On the other hand if you can do this with a twist (that involves no rug-pulling) then you are a better man than I!
 

Penpilot

Staff
Article Team
It's not the destination its the journey. A lot of movies everyone knows the bad guy is going to get it, but how we get there is what's interesting. Like mentioned above "surprising yet inevitable".
 

Lord Ben

Minstrel
How it ranks on the Predictability Scale is neither a virtue nor a vice. About the only way to do a twist well is to make it surprising yet predictable on the second viewing. Unusual Suspects is one great example of that. Jon Snow's eventual family history another (if predictions are right).

If you advertise it as a romance story and they murder each other and it's really dark you'll turn people off. That's a great way to be badly unpredictable. People should at least be able to pick the type of story they want.
 
If you advertise it as a romance story and they murder each other and it's really dark you'll turn people off. That's a great way to be badly unpredictable. People should at least be able to pick the type of story they want.

On the other hand, how likely would it be that anyone in the West would have heard of
School Days
if it hadn't done that? The entire reason it's known here is that the spoiled, selfish protagonist meets exactly the fate he deserves, and the ending is almost always the first thing mentioned about it.
 

Helen

Inkling
I'm of the opinion that plots should do the following:

1. Give the reader something to latch onto.
2. Look like it's going to follow a certain path and then goes in a different direction.
3. Pays off in some ways.

I get the sense that some people are obsessed with not following cliches or going down a predictable path. But is that really so bad? I mean if a story is just unpredictable the whole time, it can throw off the reader just as much as if it were entirely predictable.

What if at the end of Lord of the Rings, Frodo just kept the ring instead of throwing it into Mt. Doom? Sure, it would have been an unpredictable, shocking ending, but it would go against almost everything that was written beforehand.

There are two season finales of shows recently that got mixed reviews.
While Breaking Bad ended with a predictable ending that had been laid out since the very beginning, Dexter apparently went with a more unpredictable ending. Breaking Bad's ending has been mostly widely praised while Dexter's has been mostly maligned.

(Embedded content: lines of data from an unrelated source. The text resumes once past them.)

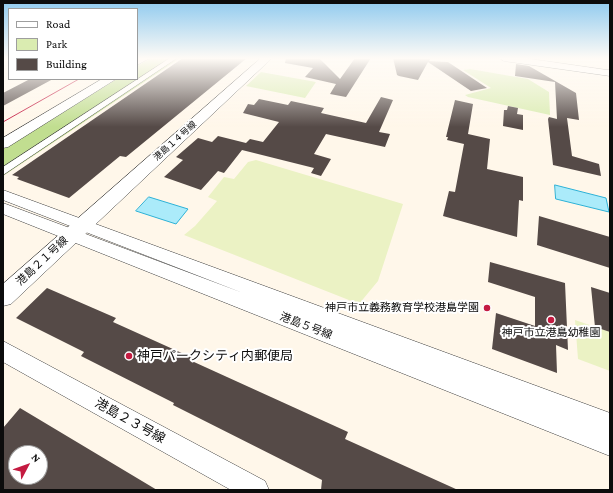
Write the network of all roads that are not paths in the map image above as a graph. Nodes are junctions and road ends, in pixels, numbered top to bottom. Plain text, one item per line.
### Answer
1 (92, 81) edge
2 (107, 81) edge
3 (139, 81) edge
4 (242, 81) edge
5 (3, 133) edge
6 (3, 144) edge
7 (3, 172) edge
8 (3, 195) edge
9 (3, 208) edge
10 (76, 230) junction
11 (3, 297) edge
12 (3, 351) edge
13 (610, 424) edge
14 (610, 444) edge
15 (256, 490) edge

1 - 5 street
2 - 6 street
3 - 7 street
4 - 10 street, 港島１４号線
8 - 10 street, 港島５号線
9 - 10 street, 港島５号線
10 - 11 street, 港島２１号線
10 - 13 street, 港島５号線
10 - 14 street, 港島５号線
12 - 15 street, 港島２３号線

I don't necessarily advocate making your entire plot predictable, but doesn't any story need at least some predictability? At least enough for your readers to think they know what's going to happen? I'd say letting the reader being right a certain percent of the time, almost right another percent, and completely wrong another percent is the best option. Maybe 30% right, 50% almost right, and 20% completely wrong?

Thoughts?

I don't see any of it as predictability. I see these things as dramatic devices.
 

Lord Ben

Minstrel
On the other hand, how likely would it be that anyone in the West would have heard of
School Days
if it hadn't done that? The entire reason it's known here is that the spoiled, selfish protagonist meets exactly the fate he deserves, and the ending is almost always the first thing mentioned about it.

I don't even know what that is.
 
I don't even know what that is.

It's an anime, so if you're not really into Japanese imports, you probably aren't familiar with it. The long and short of it is that the protagonist is a horrible person, and everyone watching the show wanted him to just die, and then lo and behold, he got horribly murdered in the end as a result of his own actions. (The show itself is based on a visual novel, which I've heard isn't all that good, but which had surprisingly good sales--apparently, there was a market for a romance with potentially violent endings.)